Theresa-Marie Rhyne is an expert in the field of computer-generated visualization and a consultant who specializes in applying artistic color theories to visualization and digital media. She has consulted with the Stanford University Visualization Group on a color suggestion prototype system (2013), the Center for Visualization at the University of California, Davis (2013), the Scientific Computing and Imaging Institute at the University of Utah (2010 - 2012) & (2014) on applying color theory to ensemble data visualization and the Advanced Research Computing Unit at Virginia Tech (2019).

Her book on "Applying Color Theory to Digital Media and Visualization" was published by CRC Press on November 17, 2016. In 2017, Theresa-Marie began exploring color harmony Harmony (color) with the Munsell color system and her work on "Visual Analytics with Complementary and Analogous Color Harmony" was published in the Munsell Color Blog. In 2018, she organized and contributed to the SIGGRAPH 2018 panel on "Color Mavens Advise on Digital Media Creation and Tools", that included representation from X-Rite/Pantone, Adobe, Rochester Institute of Technology and Pixar and was presented in Vancouver, Canada. In 2019, she combined "her Munsell Color Harmony work with Scientific Visualization efforts". As of 2020, she began writing on applying color to data visualizations for "Nightingale", the journal of the Data Visualization Society and UX Collective "UX Collective", an independent user experience (UX), visual, and product design publication under Medium.
The second edition of her book was published in 2025 to include generative AI solutions for color suggestion.

In the 1990s, as a government contractor with Lockheed Martin Technical Services, she was the founding visualization leader of the US Environmental Protection Agency's Scientific Visualization Center.
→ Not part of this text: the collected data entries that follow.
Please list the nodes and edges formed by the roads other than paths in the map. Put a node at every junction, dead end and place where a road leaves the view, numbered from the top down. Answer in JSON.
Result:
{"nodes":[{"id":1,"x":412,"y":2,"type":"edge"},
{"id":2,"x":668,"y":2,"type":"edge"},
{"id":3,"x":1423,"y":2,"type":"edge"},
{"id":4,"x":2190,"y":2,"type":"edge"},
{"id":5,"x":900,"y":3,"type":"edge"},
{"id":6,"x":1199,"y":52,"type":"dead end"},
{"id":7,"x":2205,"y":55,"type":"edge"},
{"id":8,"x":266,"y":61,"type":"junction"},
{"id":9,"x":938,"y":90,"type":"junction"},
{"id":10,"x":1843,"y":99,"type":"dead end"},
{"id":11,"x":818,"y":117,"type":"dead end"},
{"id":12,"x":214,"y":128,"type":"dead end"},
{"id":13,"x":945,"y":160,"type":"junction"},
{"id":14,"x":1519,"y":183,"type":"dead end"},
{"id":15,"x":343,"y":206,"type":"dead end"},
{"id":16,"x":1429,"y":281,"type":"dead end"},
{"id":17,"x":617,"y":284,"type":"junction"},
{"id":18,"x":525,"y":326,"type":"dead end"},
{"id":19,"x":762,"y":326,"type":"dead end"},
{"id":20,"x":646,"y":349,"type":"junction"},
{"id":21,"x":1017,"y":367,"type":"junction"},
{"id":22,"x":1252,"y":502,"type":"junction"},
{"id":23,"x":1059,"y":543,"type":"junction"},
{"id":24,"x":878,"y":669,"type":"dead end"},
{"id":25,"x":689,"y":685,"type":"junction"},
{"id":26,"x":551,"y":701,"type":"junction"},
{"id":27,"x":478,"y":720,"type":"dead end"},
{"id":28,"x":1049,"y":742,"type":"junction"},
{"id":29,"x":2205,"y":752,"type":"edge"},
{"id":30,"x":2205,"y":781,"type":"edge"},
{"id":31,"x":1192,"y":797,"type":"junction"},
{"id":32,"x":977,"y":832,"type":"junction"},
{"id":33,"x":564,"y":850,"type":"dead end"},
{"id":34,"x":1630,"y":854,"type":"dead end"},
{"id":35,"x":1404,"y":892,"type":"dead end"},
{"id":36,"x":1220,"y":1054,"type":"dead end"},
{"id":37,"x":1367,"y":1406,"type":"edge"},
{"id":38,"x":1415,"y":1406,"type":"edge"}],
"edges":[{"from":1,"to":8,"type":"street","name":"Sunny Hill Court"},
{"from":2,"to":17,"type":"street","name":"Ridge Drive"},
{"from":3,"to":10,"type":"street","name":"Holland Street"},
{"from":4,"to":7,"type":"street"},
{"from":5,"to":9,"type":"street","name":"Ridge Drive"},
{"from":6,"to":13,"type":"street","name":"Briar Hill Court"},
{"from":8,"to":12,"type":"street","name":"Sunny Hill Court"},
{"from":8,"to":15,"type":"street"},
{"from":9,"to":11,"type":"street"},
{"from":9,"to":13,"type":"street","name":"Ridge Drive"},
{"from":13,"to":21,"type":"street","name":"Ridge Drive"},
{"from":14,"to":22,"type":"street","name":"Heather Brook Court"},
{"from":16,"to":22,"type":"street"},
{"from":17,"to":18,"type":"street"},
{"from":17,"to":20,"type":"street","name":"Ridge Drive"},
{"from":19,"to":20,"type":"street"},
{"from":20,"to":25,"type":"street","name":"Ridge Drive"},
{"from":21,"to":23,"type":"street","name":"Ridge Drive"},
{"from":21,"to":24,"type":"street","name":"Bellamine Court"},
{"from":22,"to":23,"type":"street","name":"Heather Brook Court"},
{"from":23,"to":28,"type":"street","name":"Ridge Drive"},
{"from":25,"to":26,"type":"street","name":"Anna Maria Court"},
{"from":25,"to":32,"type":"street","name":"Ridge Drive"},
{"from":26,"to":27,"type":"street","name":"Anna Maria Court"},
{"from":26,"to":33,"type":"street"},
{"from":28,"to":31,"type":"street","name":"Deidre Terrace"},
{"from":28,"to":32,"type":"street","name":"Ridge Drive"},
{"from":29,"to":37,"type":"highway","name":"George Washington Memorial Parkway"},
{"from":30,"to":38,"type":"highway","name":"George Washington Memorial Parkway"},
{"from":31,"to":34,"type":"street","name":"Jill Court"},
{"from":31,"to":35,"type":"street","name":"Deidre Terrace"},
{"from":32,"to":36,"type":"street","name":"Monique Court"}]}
In the 2000s, she founded the Center for Visualization and Analytics and the Renaissance Computing Institute's Engagement Facility at North Carolina State University. Rhyne is the editor of the Visualization Viewpoints Department for IEEE Computer Graphics & Applications Magazine and serves on the Advisory Board of IEEE Computer magazine. She received a BS degree, two MS degrees, and the Degree of Engineer in Civil Engineering from Stanford University. She entered the computer graphics field as a result of her computational and geographic modeling research in geotechnical and earthquake engineering. She is also an internationally recognized digital media artist who began creating digital media with early Apple computers, including the colorization of early Macintosh educational software. She is a senior member of the IEEE Computer Society and of the Association for Computing Machinery (ACM).

She is also the founding director of the Association for Computing Machinery Special Interest Group on Graphics Cartographic Visualization Project (ACM SIGGRAPH Carto Project) that began in 1996. This effort holds a Birds-of-a-Feather session each year at the annual SIGGRAPH conference.